In determining whether to extend credit to an LLC, the credit executive should obtain the articles of organization and operating agreement of the LLC. The operating agreement is not a public document. These documents should identify the authority of parties to bind the LLC to agreements.

3. Tax Benefits

An LLC is taxed as a partnership. The LLC's income is subject to only one level of federal income tax. Only the LLC's members or owners are subject to federal income tax, not the business.

C. Some Distinctions Between LLCs, Corporations And Partnerships

An LLC is a separate legal entity, capable of suing and being sued. LLCs are not subject to the same formalities as corporations, such as the requirements for conducting meetings and electing directors and officers. Managers of an LLC can be removed in accordance with the terms of the operating agreement.

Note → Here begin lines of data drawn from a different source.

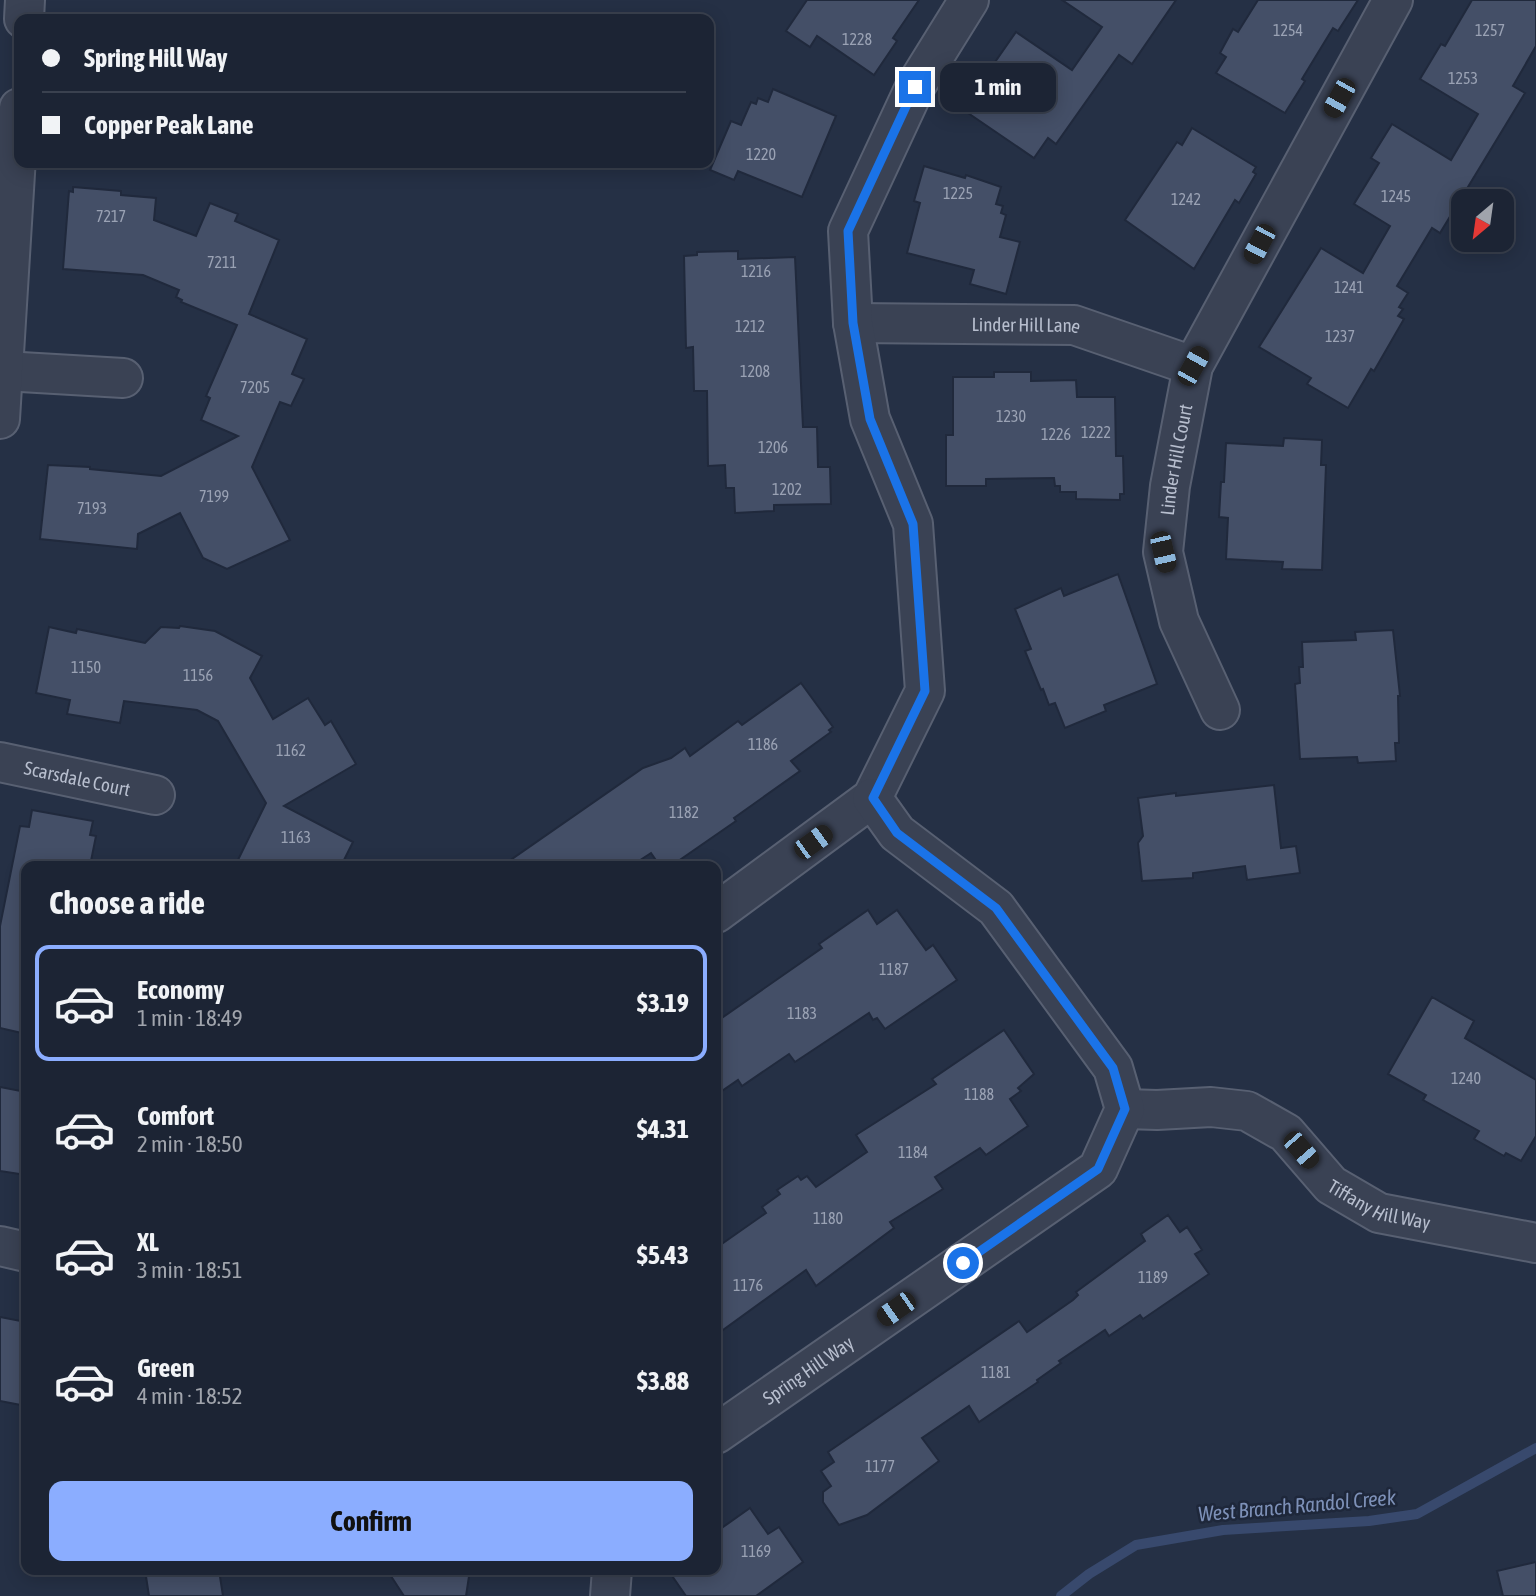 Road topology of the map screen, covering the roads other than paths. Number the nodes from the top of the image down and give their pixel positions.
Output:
1 (969, 0) edge
2 (1393, 0) edge
3 (16, 168) edge
4 (853, 323) junction
5 (1193, 366) junction
6 (4, 371) junction
7 (123, 378) dead end
8 (0, 419) edge
9 (1220, 710) dead end
10 (0, 762) edge
11 (155, 795) dead end
12 (873, 798) junction
13 (721, 909) edge
14 (1125, 1109) junction
15 (1536, 1243) edge
16 (0, 1246) edge
17 (21, 1251) edge
18 (721, 1431) edge
19 (612, 1575) edge
20 (610, 1596) edge

1 - 4 street
2 - 5 street, Linder Hill Court
3 - 6 street
4 - 5 street, Linder Hill Lane
4 - 12 street
5 - 9 street, Linder Hill Court
6 - 7 street
6 - 8 street
10 - 11 street, Scarsdale Court
12 - 13 street
12 - 14 street
14 - 15 street, Tiffany Hill Way
14 - 18 street, Spring Hill Way
16 - 17 street
19 - 20 street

By comparison, there are significant restrictions on the ability of shareholders of a corporation to remove its directors.

As noted, an important distinction between LLCs and general partnerships is that the partners of a general partnership are personally liable for the debts of the general partnership whereas the members of an LLC generally have limited liability. Both general partnerships and LLCs are managed by the partners or members (absent an agreement with a partnership). Partners acting in the ordinary course of business may bind the general partnership, a member of an LLC who is not acting as a manager cannot bind the LLC.

A general partner in a general partnership may dissolve the general partnership (absent an agreement), while a member of an LLC cannot. Limited partnerships must have at least one general partner who is liable for the debts of the partnership. LLCs have no such requirement.

Limited partners may jeopardize their limited liability status if they actively participate in the business of the limited partnership. However, all members of an LLC have limited liability, regardless of whether they actively participate in management of the LLC's business.

LLCs are formed by filing articles of organization with the secretary of state or other appropriate office. In comparison, general partnerships are formed by the agreement of the partners and are not subject to any filing requirements. An LLC must have an operating agreement (verbal or written), entered into by at least two persons, which governs the LLC.

D. LLCs In Bankruptcy

LLCs are eligible to file bankruptcy. Equally true, trade creditors of an LLC may file an involuntary petition, provided the established criteria for commencing a petition are met.